The answer must consist of every line in the data that contains "Right".

*** Begin section ***

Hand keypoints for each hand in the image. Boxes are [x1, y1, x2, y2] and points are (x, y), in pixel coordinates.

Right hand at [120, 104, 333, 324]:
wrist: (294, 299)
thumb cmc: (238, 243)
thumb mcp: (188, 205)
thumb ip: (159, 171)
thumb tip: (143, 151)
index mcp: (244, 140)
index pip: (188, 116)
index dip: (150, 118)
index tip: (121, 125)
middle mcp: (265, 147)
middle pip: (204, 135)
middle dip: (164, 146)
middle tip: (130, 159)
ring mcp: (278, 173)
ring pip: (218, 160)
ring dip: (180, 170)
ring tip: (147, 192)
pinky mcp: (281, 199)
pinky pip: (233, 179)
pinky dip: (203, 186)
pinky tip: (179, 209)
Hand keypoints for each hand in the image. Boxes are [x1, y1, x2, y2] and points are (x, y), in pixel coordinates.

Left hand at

*** End section ***
*** Begin section ***

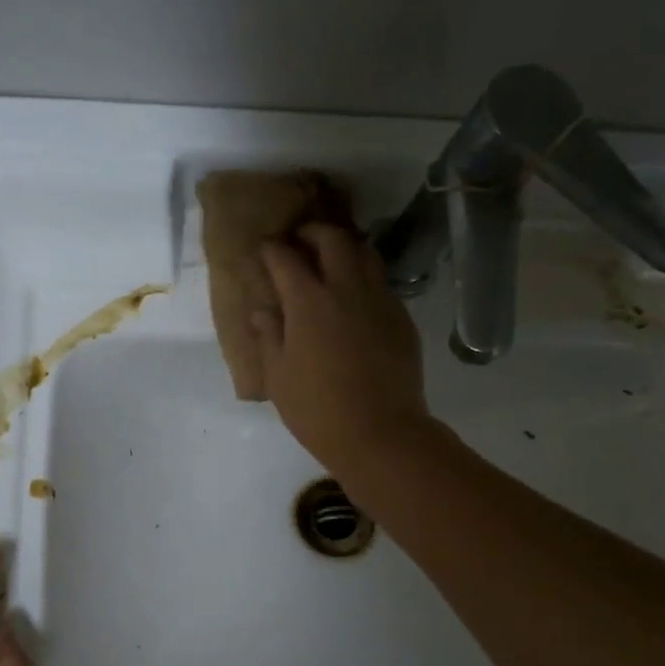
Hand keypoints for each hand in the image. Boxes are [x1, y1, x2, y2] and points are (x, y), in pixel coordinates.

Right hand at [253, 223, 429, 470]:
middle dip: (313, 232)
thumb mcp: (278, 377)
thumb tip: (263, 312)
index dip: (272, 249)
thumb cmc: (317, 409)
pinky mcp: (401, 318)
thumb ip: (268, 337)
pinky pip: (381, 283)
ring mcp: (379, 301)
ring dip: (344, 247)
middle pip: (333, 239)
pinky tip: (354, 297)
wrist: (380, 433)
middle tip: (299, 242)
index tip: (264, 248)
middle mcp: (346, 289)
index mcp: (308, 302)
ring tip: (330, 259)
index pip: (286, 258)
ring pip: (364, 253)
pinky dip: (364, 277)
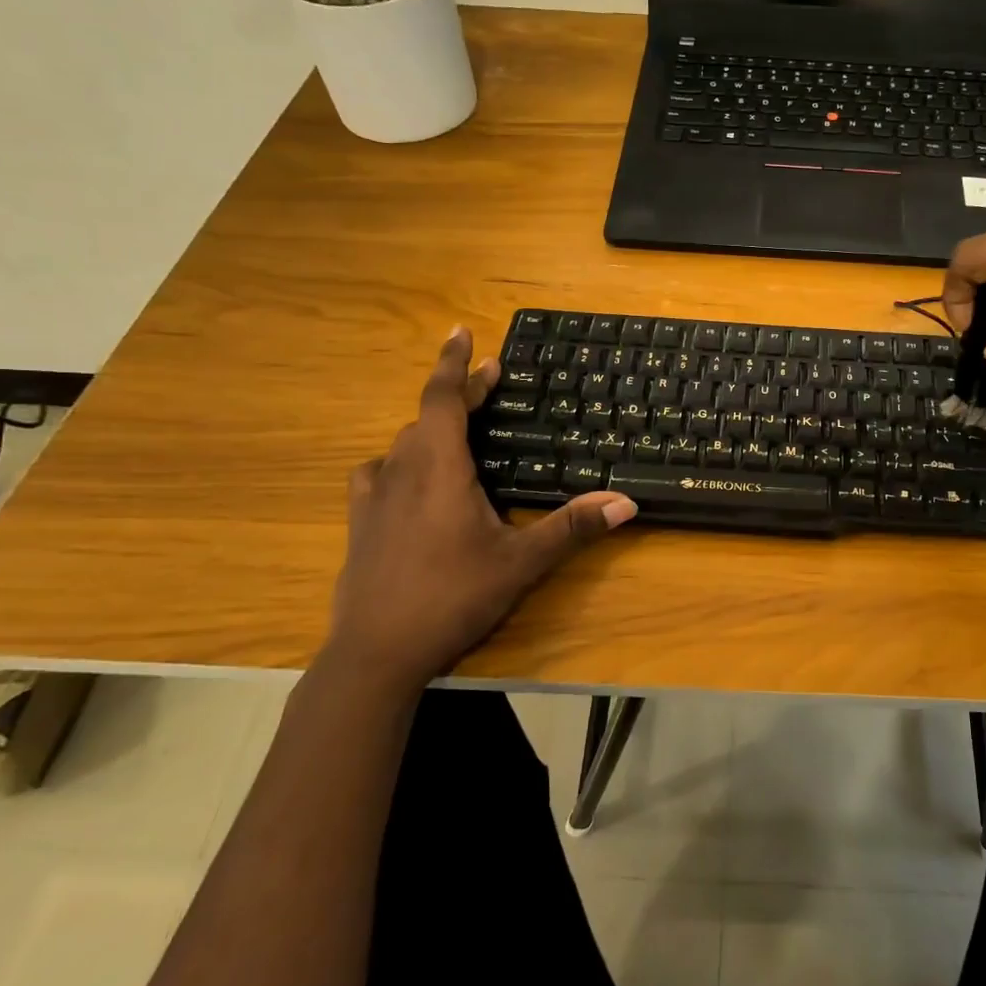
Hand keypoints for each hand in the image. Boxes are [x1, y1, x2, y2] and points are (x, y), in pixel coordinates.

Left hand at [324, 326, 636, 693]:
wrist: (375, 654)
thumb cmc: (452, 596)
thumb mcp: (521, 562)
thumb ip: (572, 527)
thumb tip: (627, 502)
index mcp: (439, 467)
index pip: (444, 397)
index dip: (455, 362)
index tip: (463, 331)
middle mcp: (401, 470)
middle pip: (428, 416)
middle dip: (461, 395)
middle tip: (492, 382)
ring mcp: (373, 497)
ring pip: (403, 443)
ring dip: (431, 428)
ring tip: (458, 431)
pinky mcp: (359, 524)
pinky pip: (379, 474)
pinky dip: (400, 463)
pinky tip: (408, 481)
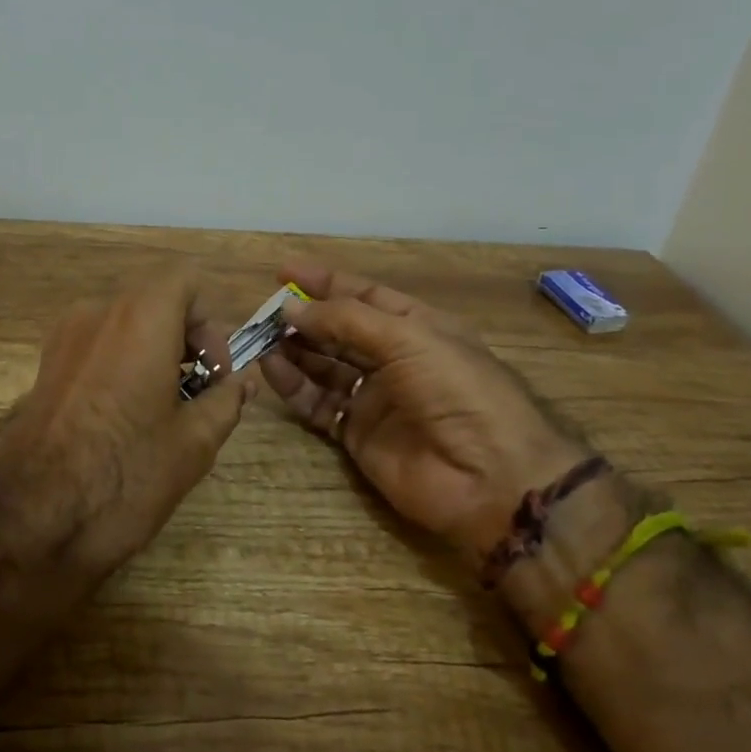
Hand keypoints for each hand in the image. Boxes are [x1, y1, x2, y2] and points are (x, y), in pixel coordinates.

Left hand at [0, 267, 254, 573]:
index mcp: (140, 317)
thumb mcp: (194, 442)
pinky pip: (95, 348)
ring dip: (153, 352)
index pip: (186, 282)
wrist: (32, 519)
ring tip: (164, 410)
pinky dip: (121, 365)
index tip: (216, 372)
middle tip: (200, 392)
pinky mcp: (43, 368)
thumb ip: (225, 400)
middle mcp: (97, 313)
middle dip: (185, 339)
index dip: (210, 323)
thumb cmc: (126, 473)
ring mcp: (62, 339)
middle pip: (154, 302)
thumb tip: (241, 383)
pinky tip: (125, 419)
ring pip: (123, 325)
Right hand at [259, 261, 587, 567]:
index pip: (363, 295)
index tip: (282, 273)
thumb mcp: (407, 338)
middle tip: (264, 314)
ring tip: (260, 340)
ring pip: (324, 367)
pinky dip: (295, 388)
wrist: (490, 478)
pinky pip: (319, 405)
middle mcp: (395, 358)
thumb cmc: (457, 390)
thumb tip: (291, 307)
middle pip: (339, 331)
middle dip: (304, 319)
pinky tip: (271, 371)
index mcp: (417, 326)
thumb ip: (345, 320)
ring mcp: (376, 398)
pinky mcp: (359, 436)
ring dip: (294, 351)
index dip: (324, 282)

*** End section ***

» **Written reply**:
Right hand at [120, 104, 333, 324]:
Right hand at [253, 223, 429, 470]:
Right hand at [259, 261, 587, 567]:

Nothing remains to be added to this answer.